AIM OF THE TASK:
Please return the records below exactly as they stand, with the pictures removed.
┌──
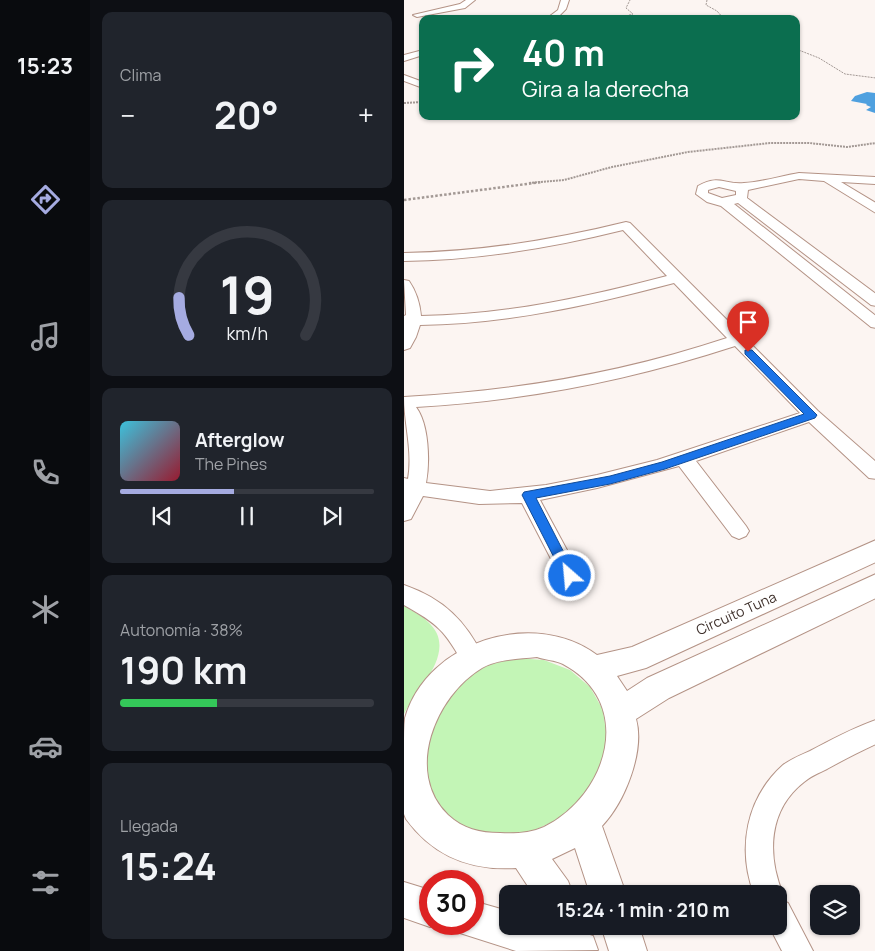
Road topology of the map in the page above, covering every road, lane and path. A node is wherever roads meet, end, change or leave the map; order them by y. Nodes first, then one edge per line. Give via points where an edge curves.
1 (471, 0) edge
2 (565, 0) edge
3 (630, 0) edge
4 (707, 0) edge
5 (555, 15) edge
6 (630, 15) edge
7 (720, 15) edge
8 (419, 16) edge
9 (800, 51) edge
10 (419, 53) edge
11 (404, 58) edge
12 (404, 78) edge
13 (875, 78) edge
14 (419, 84) edge
15 (419, 86) edge
16 (404, 88) edge
17 (419, 102) edge
18 (404, 103) edge
19 (875, 143) edge
20 (828, 178) junction
21 (875, 181) edge
22 (739, 193) junction
23 (404, 200) edge
24 (724, 202) junction
25 (875, 209) edge
26 (404, 257) edge
27 (676, 278) junction
28 (404, 284) edge
29 (860, 290) junction
30 (839, 295) junction
31 (875, 302) edge
32 (409, 321) edge
33 (875, 324) edge
34 (736, 340) junction
35 (404, 345) edge
36 (404, 402) edge
37 (812, 415) junction
38 (684, 460) junction
39 (875, 473) edge
40 (410, 487) edge
41 (528, 495) junction
42 (404, 514) edge
43 (739, 532) dead end
44 (875, 550) edge
45 (570, 576) dead end
46 (875, 585) edge
47 (404, 594) edge
48 (472, 658) junction
49 (593, 669) junction
50 (620, 713) junction
51 (875, 730) edge
52 (405, 773) edge
53 (411, 808) edge
54 (583, 821) junction
55 (524, 850) junction
56 (549, 885) edge
57 (605, 885) edge
58 (764, 885) edge
59 (404, 900) edge
60 (419, 905) edge
61 (484, 922) edge
62 (787, 930) edge
63 (623, 935) edge
64 (576, 942) edge
65 (628, 951) edge
66 (798, 951) edge

1 - 8 street via 462,6 414,14
2 - 5 street via 563,8
3 - 6 path via 626,8 633,14
4 - 7 path via 706,5
9 - 13 path via 845,74
10 - 11 street
12 - 14 street
15 - 16 street
17 - 18 path
19 - 23 path via 847,147 770,143 688,152 564,180
20 - 21 street
20 - 22 street via 799,176
20 - 25 street
22 - 24 street
22 - 24 street via 731,184 709,184 702,189 702,194 708,199
22 - 29 street
24 - 30 street
26 - 27 street via 514,250 626,226
27 - 32 street via 551,307
27 - 34 street
28 - 32 street via 410,296
29 - 30 street
29 - 31 street
30 - 33 street
32 - 35 street via 415,325
34 - 36 street via 663,363 598,378 512,393
34 - 37 street
36 - 40 street via 413,415 419,450
37 - 38 street
37 - 39 street
38 - 41 street via 610,480
38 - 43 street
40 - 41 street via 461,496
40 - 42 street
41 - 45 street
44 - 49 street, Circuito Tuna via 636,659
46 - 50 street via 658,688
47 - 48 street via 438,613 456,630
48 - 49 street via 504,647 537,645 567,653
48 - 52 street via 444,678 422,706 408,738
49 - 50 street via 613,693
50 - 54 street via 623,723 622,757 608,791
51 - 58 street via 794,773 773,797 760,823 758,851
52 - 53 street
53 - 55 street via 460,844 491,852
54 - 55 street via 555,840
54 - 57 street
55 - 56 street
59 - 60 street
61 - 64 street
62 - 66 street
63 - 65 street

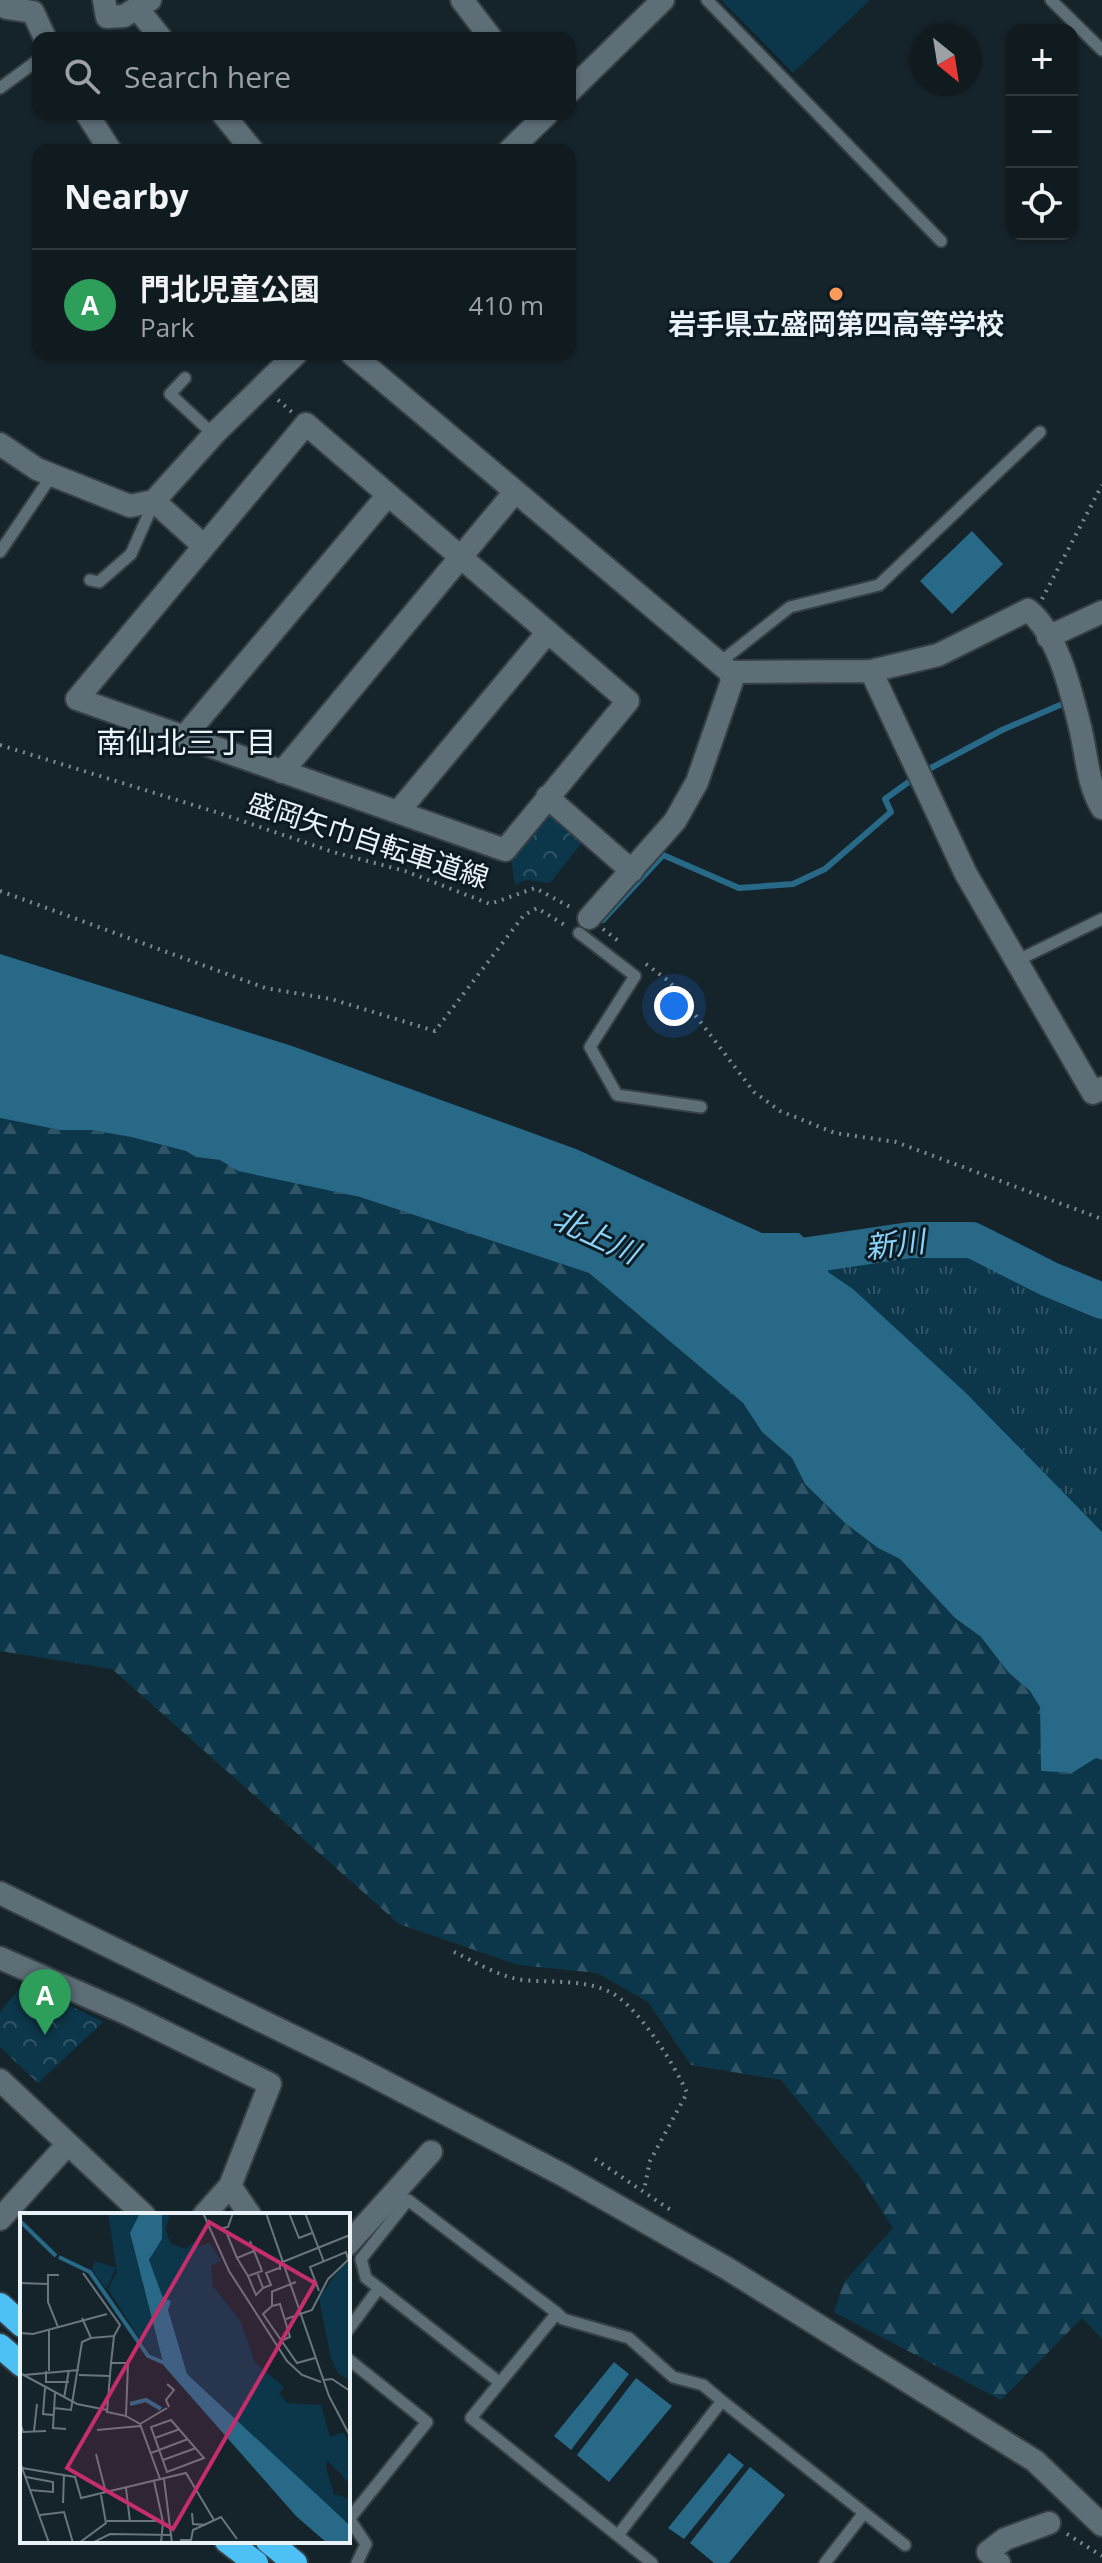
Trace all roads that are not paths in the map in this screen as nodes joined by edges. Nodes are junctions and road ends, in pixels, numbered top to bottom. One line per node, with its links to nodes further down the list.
1 (3, 0): 8 (street)
2 (104, 0): 7 (street)
3 (462, 0): 10 (street)
4 (663, 0): 13 (street)
5 (707, 0): 21 (lane)
6 (1051, 0): 11 (lane)
7 (143, 4): 9 (street)
8 (42, 32)
9 (158, 32)
10 (486, 32)
11 (1102, 50)
12 (32, 64): 14 (lane)
13 (576, 85)
14 (0, 88)
15 (91, 120): 18 (street)
16 (228, 120): 19 (street)
17 (541, 120): 20 (street)
18 (106, 144)
19 (247, 144)
20 (516, 144)
21 (941, 241)
22 (290, 360): 26 (street)
23 (359, 360): 29 (street)
24 (185, 378): 26 (lane)
25 (1040, 432): 39 (lane)
26 (214, 435): 31 (street)
27 (0, 444): 28 (street)
28 (52, 475): 31 (street); 33 (lane)
29 (514, 493): 34 (street); 39 (street)
30 (388, 495): 32 (street); 34 (street); 41 (street)
31 (154, 501): 32 (street); 35 (lane)
32 (204, 546): 41 (street)
33 (0, 552)
34 (462, 558): 37 (street); 42 (street)
35 (90, 580)
36 (1102, 612): 38 (street)
37 (548, 632): 43 (street); 45 (street)
38 (1048, 637): 40 (street); 44 (street)
39 (724, 667): 40 (street); 46 (street)
40 (871, 671): 49 (street)
41 (184, 737): 42 (street)
42 (282, 772): 45 (street)
43 (547, 797): 45 (street); 46 (street)
44 (1102, 808)
45 (398, 812)
46 (632, 871): 48 (street)
47 (1102, 919): 49 (lane)
48 (584, 926): 51 (lane)
49 (1016, 961): 50 (street)
50 (1102, 1088)
51 (701, 1107)
52 (0, 1893): 77 (street)
53 (1, 1961): 57 (street)
54 (0, 2080): 55 (street)
55 (66, 2146): 58 (street); 61 (street)
56 (431, 2152): 62 (street)
57 (230, 2186): 59 (street); 60 (street)
58 (142, 2213)
59 (206, 2213)
60 (249, 2213)
61 (0, 2219)
62 (350, 2242)
63 (379, 2288): 65 (lane); 67 (lane); 71 (lane)
64 (0, 2305): 66 (highway)
65 (557, 2313): 71 (lane); 72 (lane)
66 (20, 2323)
67 (350, 2327)
68 (0, 2346): 70 (highway)
69 (350, 2361): 74 (lane)
70 (20, 2363)
71 (499, 2382): 78 (lane)
72 (722, 2401): 73 (lane); 78 (lane)
73 (864, 2513): 81 (lane); 87 (lane)
74 (350, 2517)
75 (350, 2520): 85 (lane)
76 (1049, 2523): 82 (street)
77 (1102, 2525)
78 (618, 2535): 86 (lane)
79 (230, 2543): 83 (highway)
80 (270, 2543): 84 (highway)
81 (905, 2545)
82 (987, 2559)
83 (256, 2563)
84 (295, 2563)
85 (357, 2563)
86 (652, 2563)
87 (825, 2563)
└──
EXERCISE SOLUTION:
Road topology of the map in the page above, covering every road, lane and path. A node is wherever roads meet, end, change or leave the map; order them by y. Nodes first, then one edge per line. Give via points where an edge curves.
1 (471, 0) edge
2 (565, 0) edge
3 (630, 0) edge
4 (707, 0) edge
5 (555, 15) edge
6 (630, 15) edge
7 (720, 15) edge
8 (419, 16) edge
9 (800, 51) edge
10 (419, 53) edge
11 (404, 58) edge
12 (404, 78) edge
13 (875, 78) edge
14 (419, 84) edge
15 (419, 86) edge
16 (404, 88) edge
17 (419, 102) edge
18 (404, 103) edge
19 (875, 143) edge
20 (828, 178) junction
21 (875, 181) edge
22 (739, 193) junction
23 (404, 200) edge
24 (724, 202) junction
25 (875, 209) edge
26 (404, 257) edge
27 (676, 278) junction
28 (404, 284) edge
29 (860, 290) junction
30 (839, 295) junction
31 (875, 302) edge
32 (409, 321) edge
33 (875, 324) edge
34 (736, 340) junction
35 (404, 345) edge
36 (404, 402) edge
37 (812, 415) junction
38 (684, 460) junction
39 (875, 473) edge
40 (410, 487) edge
41 (528, 495) junction
42 (404, 514) edge
43 (739, 532) dead end
44 (875, 550) edge
45 (570, 576) dead end
46 (875, 585) edge
47 (404, 594) edge
48 (472, 658) junction
49 (593, 669) junction
50 (620, 713) junction
51 (875, 730) edge
52 (405, 773) edge
53 (411, 808) edge
54 (583, 821) junction
55 (524, 850) junction
56 (549, 885) edge
57 (605, 885) edge
58 (764, 885) edge
59 (404, 900) edge
60 (419, 905) edge
61 (484, 922) edge
62 (787, 930) edge
63 (623, 935) edge
64 (576, 942) edge
65 (628, 951) edge
66 (798, 951) edge

1 - 8 street via 462,6 414,14
2 - 5 street via 563,8
3 - 6 path via 626,8 633,14
4 - 7 path via 706,5
9 - 13 path via 845,74
10 - 11 street
12 - 14 street
15 - 16 street
17 - 18 path
19 - 23 path via 847,147 770,143 688,152 564,180
20 - 21 street
20 - 22 street via 799,176
20 - 25 street
22 - 24 street
22 - 24 street via 731,184 709,184 702,189 702,194 708,199
22 - 29 street
24 - 30 street
26 - 27 street via 514,250 626,226
27 - 32 street via 551,307
27 - 34 street
28 - 32 street via 410,296
29 - 30 street
29 - 31 street
30 - 33 street
32 - 35 street via 415,325
34 - 36 street via 663,363 598,378 512,393
34 - 37 street
36 - 40 street via 413,415 419,450
37 - 38 street
37 - 39 street
38 - 41 street via 610,480
38 - 43 street
40 - 41 street via 461,496
40 - 42 street
41 - 45 street
44 - 49 street, Circuito Tuna via 636,659
46 - 50 street via 658,688
47 - 48 street via 438,613 456,630
48 - 49 street via 504,647 537,645 567,653
48 - 52 street via 444,678 422,706 408,738
49 - 50 street via 613,693
50 - 54 street via 623,723 622,757 608,791
51 - 58 street via 794,773 773,797 760,823 758,851
52 - 53 street
53 - 55 street via 460,844 491,852
54 - 55 street via 555,840
54 - 57 street
55 - 56 street
59 - 60 street
61 - 64 street
62 - 66 street
63 - 65 street

Trace all roads that are not paths in the map in this screen as nodes joined by edges. Nodes are junctions and road ends, in pixels, numbered top to bottom. One line per node, with its links to nodes further down the list.
1 (3, 0): 8 (street)
2 (104, 0): 7 (street)
3 (462, 0): 10 (street)
4 (663, 0): 13 (street)
5 (707, 0): 21 (lane)
6 (1051, 0): 11 (lane)
7 (143, 4): 9 (street)
8 (42, 32)
9 (158, 32)
10 (486, 32)
11 (1102, 50)
12 (32, 64): 14 (lane)
13 (576, 85)
14 (0, 88)
15 (91, 120): 18 (street)
16 (228, 120): 19 (street)
17 (541, 120): 20 (street)
18 (106, 144)
19 (247, 144)
20 (516, 144)
21 (941, 241)
22 (290, 360): 26 (street)
23 (359, 360): 29 (street)
24 (185, 378): 26 (lane)
25 (1040, 432): 39 (lane)
26 (214, 435): 31 (street)
27 (0, 444): 28 (street)
28 (52, 475): 31 (street); 33 (lane)
29 (514, 493): 34 (street); 39 (street)
30 (388, 495): 32 (street); 34 (street); 41 (street)
31 (154, 501): 32 (street); 35 (lane)
32 (204, 546): 41 (street)
33 (0, 552)
34 (462, 558): 37 (street); 42 (street)
35 (90, 580)
36 (1102, 612): 38 (street)
37 (548, 632): 43 (street); 45 (street)
38 (1048, 637): 40 (street); 44 (street)
39 (724, 667): 40 (street); 46 (street)
40 (871, 671): 49 (street)
41 (184, 737): 42 (street)
42 (282, 772): 45 (street)
43 (547, 797): 45 (street); 46 (street)
44 (1102, 808)
45 (398, 812)
46 (632, 871): 48 (street)
47 (1102, 919): 49 (lane)
48 (584, 926): 51 (lane)
49 (1016, 961): 50 (street)
50 (1102, 1088)
51 (701, 1107)
52 (0, 1893): 77 (street)
53 (1, 1961): 57 (street)
54 (0, 2080): 55 (street)
55 (66, 2146): 58 (street); 61 (street)
56 (431, 2152): 62 (street)
57 (230, 2186): 59 (street); 60 (street)
58 (142, 2213)
59 (206, 2213)
60 (249, 2213)
61 (0, 2219)
62 (350, 2242)
63 (379, 2288): 65 (lane); 67 (lane); 71 (lane)
64 (0, 2305): 66 (highway)
65 (557, 2313): 71 (lane); 72 (lane)
66 (20, 2323)
67 (350, 2327)
68 (0, 2346): 70 (highway)
69 (350, 2361): 74 (lane)
70 (20, 2363)
71 (499, 2382): 78 (lane)
72 (722, 2401): 73 (lane); 78 (lane)
73 (864, 2513): 81 (lane); 87 (lane)
74 (350, 2517)
75 (350, 2520): 85 (lane)
76 (1049, 2523): 82 (street)
77 (1102, 2525)
78 (618, 2535): 86 (lane)
79 (230, 2543): 83 (highway)
80 (270, 2543): 84 (highway)
81 (905, 2545)
82 (987, 2559)
83 (256, 2563)
84 (295, 2563)
85 (357, 2563)
86 (652, 2563)
87 (825, 2563)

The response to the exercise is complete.